==== Records shown ====
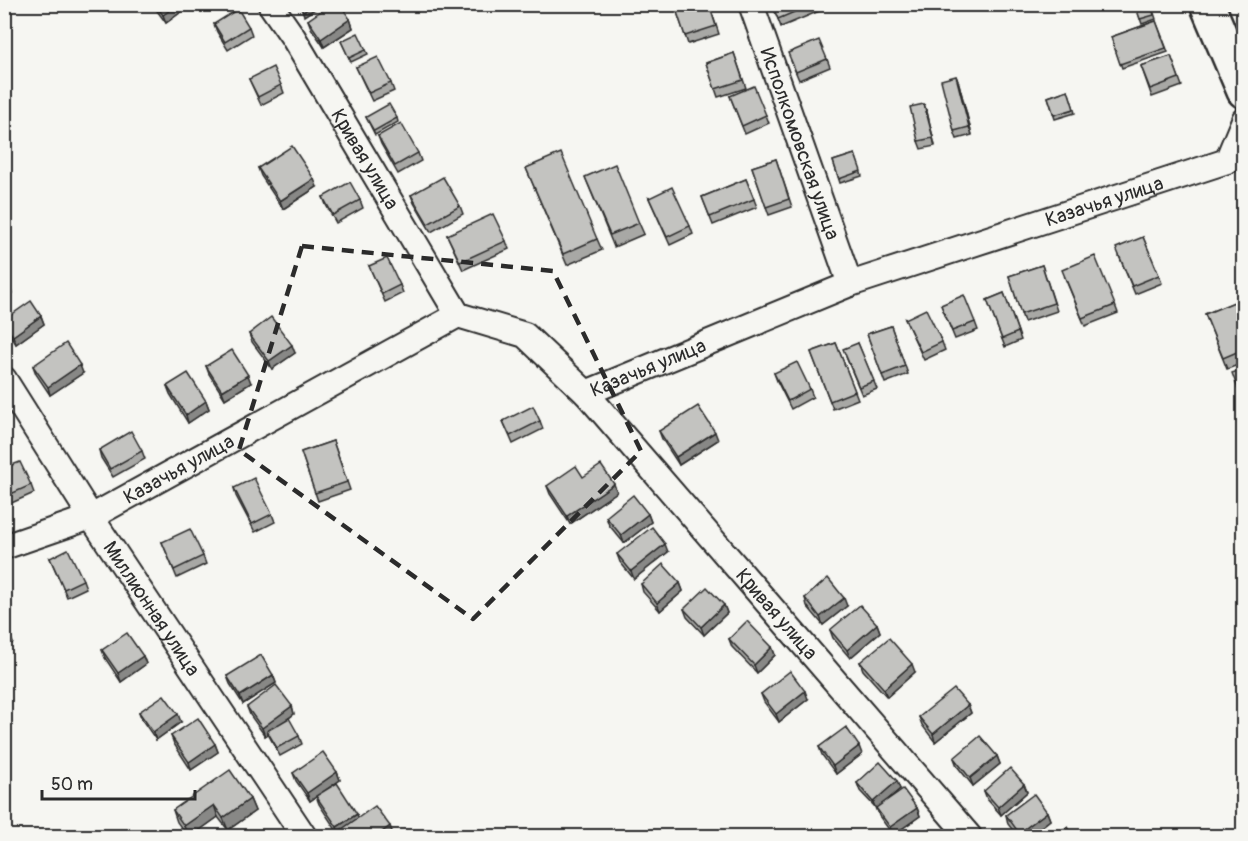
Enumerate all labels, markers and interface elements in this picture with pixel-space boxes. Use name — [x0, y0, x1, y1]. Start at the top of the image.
street label: Исполкомовская улица — [755, 44, 846, 243]
street label: Кривая улица — [326, 104, 405, 214]
street label: Казачья улица — [1042, 170, 1166, 232]
street label: Казачья улица — [586, 332, 709, 402]
street label: Казачья улица — [119, 428, 238, 509]
street label: Миллионная улица — [98, 536, 206, 681]
street label: Кривая улица — [731, 563, 823, 665]
scale bar — [42, 763, 195, 801]
text: 50 m — [51, 773, 93, 796]

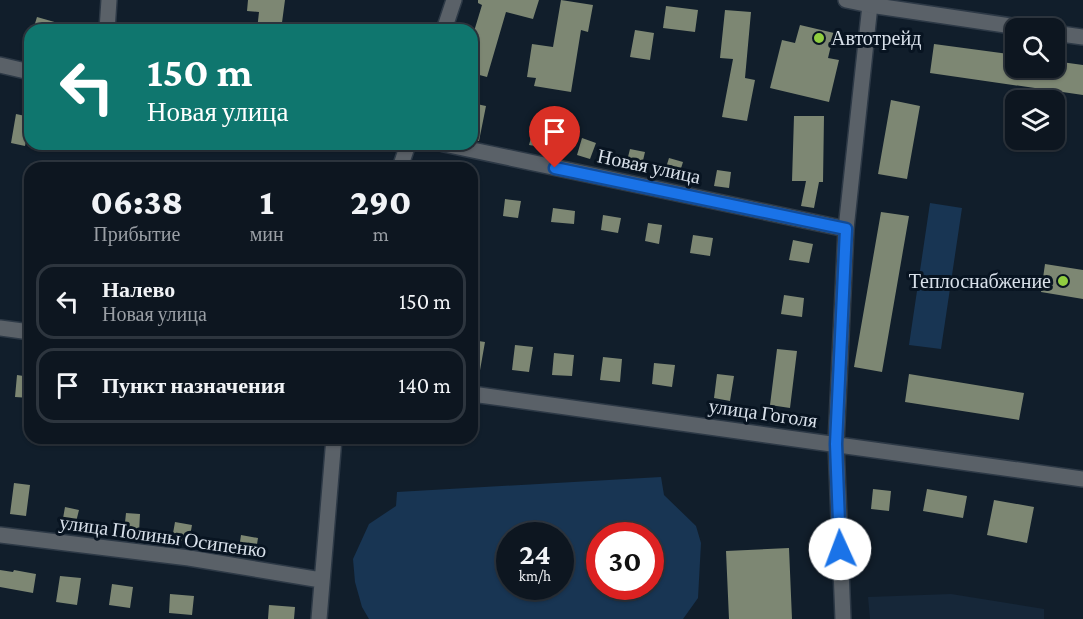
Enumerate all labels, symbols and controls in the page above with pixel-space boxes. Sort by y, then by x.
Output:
map controls [1005,18,1065,150]
button: search [1005,18,1065,78]
place label: Автотрейд [831,27,921,50]
marker: Автотрейд [812,31,826,45]
icon: left [48,48,126,126]
text: 150 m [147,48,252,95]
button: layers [1005,90,1065,150]
text: Новая улица [147,97,289,127]
pin [529,106,580,168]
icon: arrive [538,115,571,148]
street label: Новая улица [595,144,703,189]
text: 06:38 [90,182,183,222]
text: 1 [260,182,274,222]
text: 290 [350,182,411,222]
text: Прибытие [93,223,180,245]
text: мин [250,223,284,245]
text: m [373,223,389,245]
place label: Теплоснабжение [909,270,1051,292]
marker: Теплоснабжение [1056,274,1070,288]
text: Налево [102,277,175,302]
icon: left [51,285,84,318]
text: 150 m [399,289,451,314]
text: Новая улица [102,303,207,325]
icon: arrive [51,369,84,402]
text: Пункт назначения [102,373,285,398]
text: 140 m [398,373,451,398]
street label: улица Гоголя [707,394,819,433]
street label: улица Полины Осипенко [58,511,268,562]
position arrow [808,517,872,581]
speed limit sign: 30 [586,522,664,600]
text: 24 [519,537,551,570]
text: km/h [519,568,551,584]

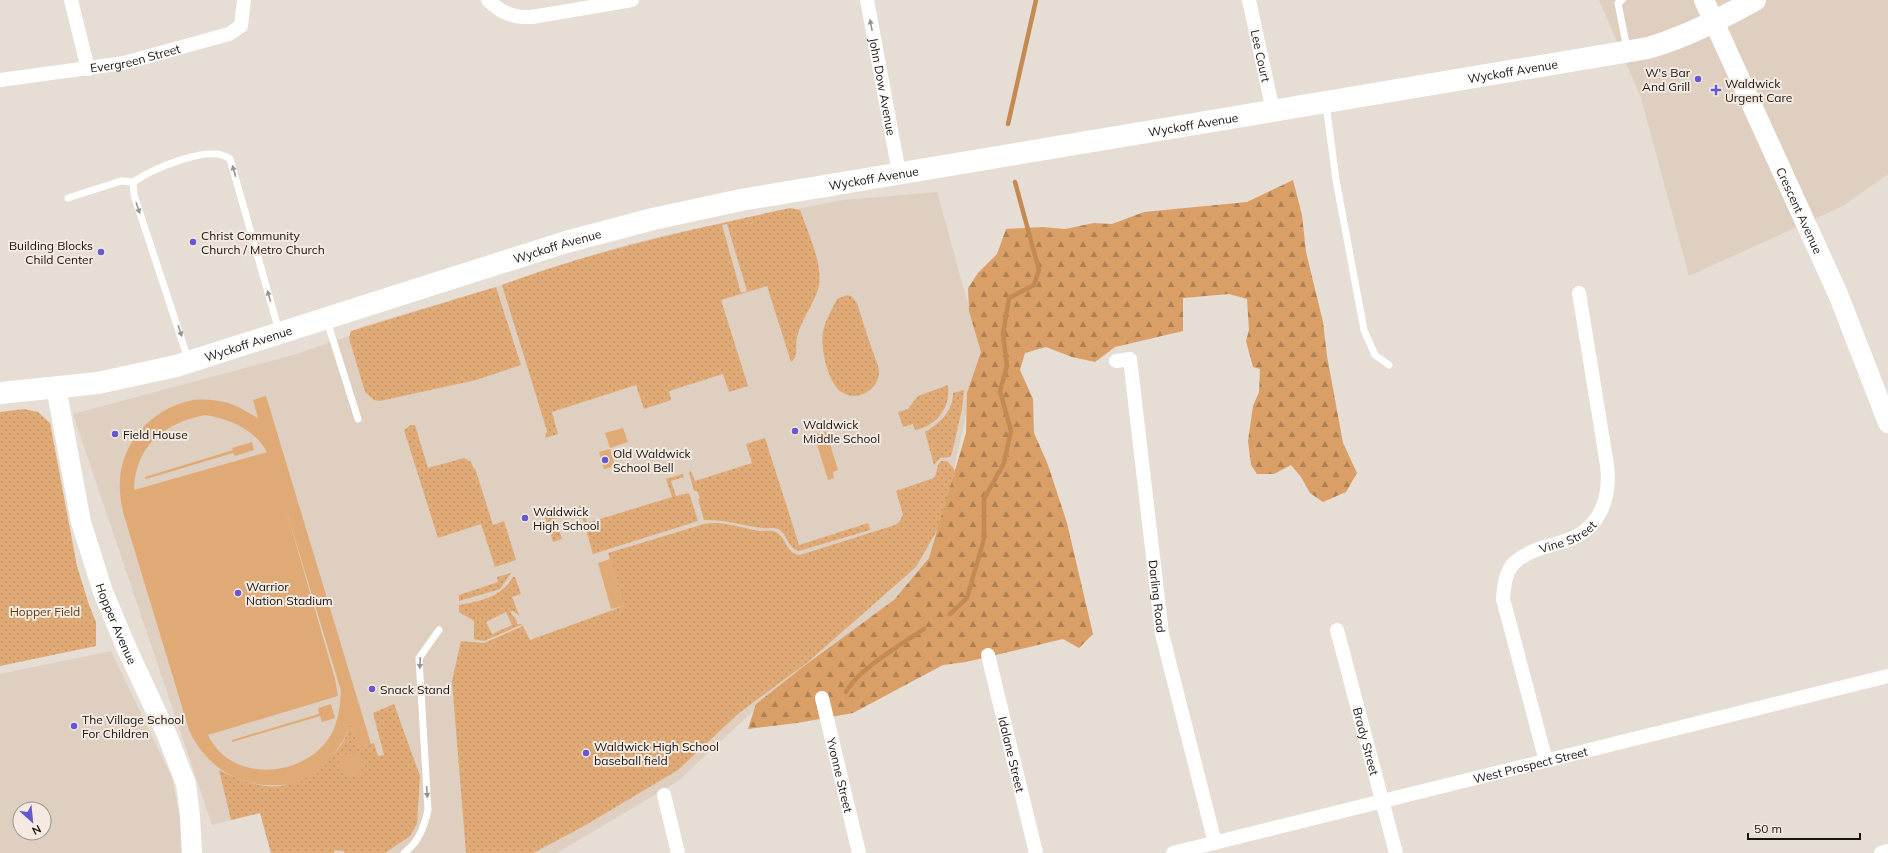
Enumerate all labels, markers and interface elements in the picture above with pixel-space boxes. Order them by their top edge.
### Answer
one-way arrow [868,19,874,31]
street label: Lee Court [1248,28,1274,83]
street label: John Dow Avenue [867,36,899,137]
street label: Evergreen Street [89,40,182,75]
street label: Wyckoff Avenue [1467,56,1559,86]
place label: W's Bar And Grill [1642,65,1691,94]
marker: W's Bar And Grill [1693,74,1703,84]
place label: Waldwick Urgent Care [1725,76,1792,105]
marker: Waldwick Urgent Care [1710,84,1722,96]
street label: Wyckoff Avenue [1147,109,1239,139]
street label: Wyckoff Avenue [827,163,920,193]
one-way arrow [231,165,237,177]
street label: Crescent Avenue [1774,165,1826,256]
one-way arrow [136,202,142,214]
street label: Wyckoff Avenue [511,226,603,266]
place label: Christ Community Church / Metro Church [201,228,325,257]
marker: Christ Community Church / Metro Church [188,237,198,247]
place label: Building Blocks Child Center [9,238,94,267]
marker: Building Blocks Child Center [96,247,106,257]
one-way arrow [266,290,272,302]
street label: Wyckoff Avenue [202,322,294,364]
one-way arrow [177,326,183,338]
place label: Waldwick Middle School [803,417,880,446]
marker: Waldwick Middle School [790,426,800,436]
place label: Field House [123,427,188,442]
marker: Field House [110,429,120,439]
place label: Old Waldwick School Bell [613,446,692,475]
marker: Old Waldwick School Bell [600,455,610,465]
place label: Waldwick High School [533,504,599,533]
marker: Waldwick High School [520,513,530,523]
street label: Vine Street [1537,517,1599,556]
street label: Darling Road [1146,559,1169,633]
place label: Warrior Nation Stadium [246,579,333,608]
street label: Hopper Avenue [93,581,140,666]
marker: Warrior Nation Stadium [233,588,243,598]
park label: Hopper Field [10,604,80,619]
one-way arrow [417,657,424,669]
place label: Snack Stand [380,682,450,697]
marker: Snack Stand [367,684,377,694]
street label: Brady Street [1350,706,1383,777]
place label: The Village School For Children [82,712,184,741]
street label: Idalane Street [996,715,1028,794]
marker: The Village School For Children [69,721,79,731]
street label: Yvonne Street [824,735,857,814]
place label: Waldwick High School baseball field [594,739,719,768]
street label: West Prospect Street [1471,743,1589,786]
marker: Waldwick High School baseball field [581,748,591,758]
one-way arrow [424,786,430,799]
north arrow [12,801,52,841]
scale bar [1748,815,1860,841]
text: 50 m [1754,821,1782,836]
text: N [30,822,43,838]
====
_What is required_.
Pictures are to be left out. Everything else in the records must be written out exactly.

_Output for this exercise_.
Enumerate all labels, markers and interface elements in this picture with pixel-space boxes. Use name — [x0, y0, x1, y1]. Start at the top of the image.
street label: Исполкомовская улица — [755, 44, 846, 243]
street label: Кривая улица — [326, 104, 405, 214]
street label: Казачья улица — [1042, 170, 1166, 232]
street label: Казачья улица — [586, 332, 709, 402]
street label: Казачья улица — [119, 428, 238, 509]
street label: Миллионная улица — [98, 536, 206, 681]
street label: Кривая улица — [731, 563, 823, 665]
scale bar — [42, 763, 195, 801]
text: 50 m — [51, 773, 93, 796]

Enumerate all labels, symbols and controls in the page above with pixel-space boxes. Sort by y, then by x.
Output:
map controls [1005,18,1065,150]
button: search [1005,18,1065,78]
place label: Автотрейд [831,27,921,50]
marker: Автотрейд [812,31,826,45]
icon: left [48,48,126,126]
text: 150 m [147,48,252,95]
button: layers [1005,90,1065,150]
text: Новая улица [147,97,289,127]
pin [529,106,580,168]
icon: arrive [538,115,571,148]
street label: Новая улица [595,144,703,189]
text: 06:38 [90,182,183,222]
text: 1 [260,182,274,222]
text: 290 [350,182,411,222]
text: Прибытие [93,223,180,245]
text: мин [250,223,284,245]
text: m [373,223,389,245]
place label: Теплоснабжение [909,270,1051,292]
marker: Теплоснабжение [1056,274,1070,288]
text: Налево [102,277,175,302]
icon: left [51,285,84,318]
text: 150 m [399,289,451,314]
text: Новая улица [102,303,207,325]
icon: arrive [51,369,84,402]
text: Пункт назначения [102,373,285,398]
text: 140 m [398,373,451,398]
street label: улица Гоголя [707,394,819,433]
street label: улица Полины Осипенко [58,511,268,562]
position arrow [808,517,872,581]
speed limit sign: 30 [586,522,664,600]
text: 24 [519,537,551,570]
text: km/h [519,568,551,584]

Enumerate all labels, markers and interface elements in the picture above with pixel-space boxes. Order them by their top edge.
### Answer
one-way arrow [868,19,874,31]
street label: Lee Court [1248,28,1274,83]
street label: John Dow Avenue [867,36,899,137]
street label: Evergreen Street [89,40,182,75]
street label: Wyckoff Avenue [1467,56,1559,86]
place label: W's Bar And Grill [1642,65,1691,94]
marker: W's Bar And Grill [1693,74,1703,84]
place label: Waldwick Urgent Care [1725,76,1792,105]
marker: Waldwick Urgent Care [1710,84,1722,96]
street label: Wyckoff Avenue [1147,109,1239,139]
street label: Wyckoff Avenue [827,163,920,193]
one-way arrow [231,165,237,177]
street label: Crescent Avenue [1774,165,1826,256]
one-way arrow [136,202,142,214]
street label: Wyckoff Avenue [511,226,603,266]
place label: Christ Community Church / Metro Church [201,228,325,257]
marker: Christ Community Church / Metro Church [188,237,198,247]
place label: Building Blocks Child Center [9,238,94,267]
marker: Building Blocks Child Center [96,247,106,257]
one-way arrow [266,290,272,302]
street label: Wyckoff Avenue [202,322,294,364]
one-way arrow [177,326,183,338]
place label: Waldwick Middle School [803,417,880,446]
marker: Waldwick Middle School [790,426,800,436]
place label: Field House [123,427,188,442]
marker: Field House [110,429,120,439]
place label: Old Waldwick School Bell [613,446,692,475]
marker: Old Waldwick School Bell [600,455,610,465]
place label: Waldwick High School [533,504,599,533]
marker: Waldwick High School [520,513,530,523]
street label: Vine Street [1537,517,1599,556]
street label: Darling Road [1146,559,1169,633]
place label: Warrior Nation Stadium [246,579,333,608]
street label: Hopper Avenue [93,581,140,666]
marker: Warrior Nation Stadium [233,588,243,598]
park label: Hopper Field [10,604,80,619]
one-way arrow [417,657,424,669]
place label: Snack Stand [380,682,450,697]
marker: Snack Stand [367,684,377,694]
street label: Brady Street [1350,706,1383,777]
place label: The Village School For Children [82,712,184,741]
street label: Idalane Street [996,715,1028,794]
marker: The Village School For Children [69,721,79,731]
street label: Yvonne Street [824,735,857,814]
place label: Waldwick High School baseball field [594,739,719,768]
street label: West Prospect Street [1471,743,1589,786]
marker: Waldwick High School baseball field [581,748,591,758]
one-way arrow [424,786,430,799]
north arrow [12,801,52,841]
scale bar [1748,815,1860,841]
text: 50 m [1754,821,1782,836]
text: N [30,822,43,838]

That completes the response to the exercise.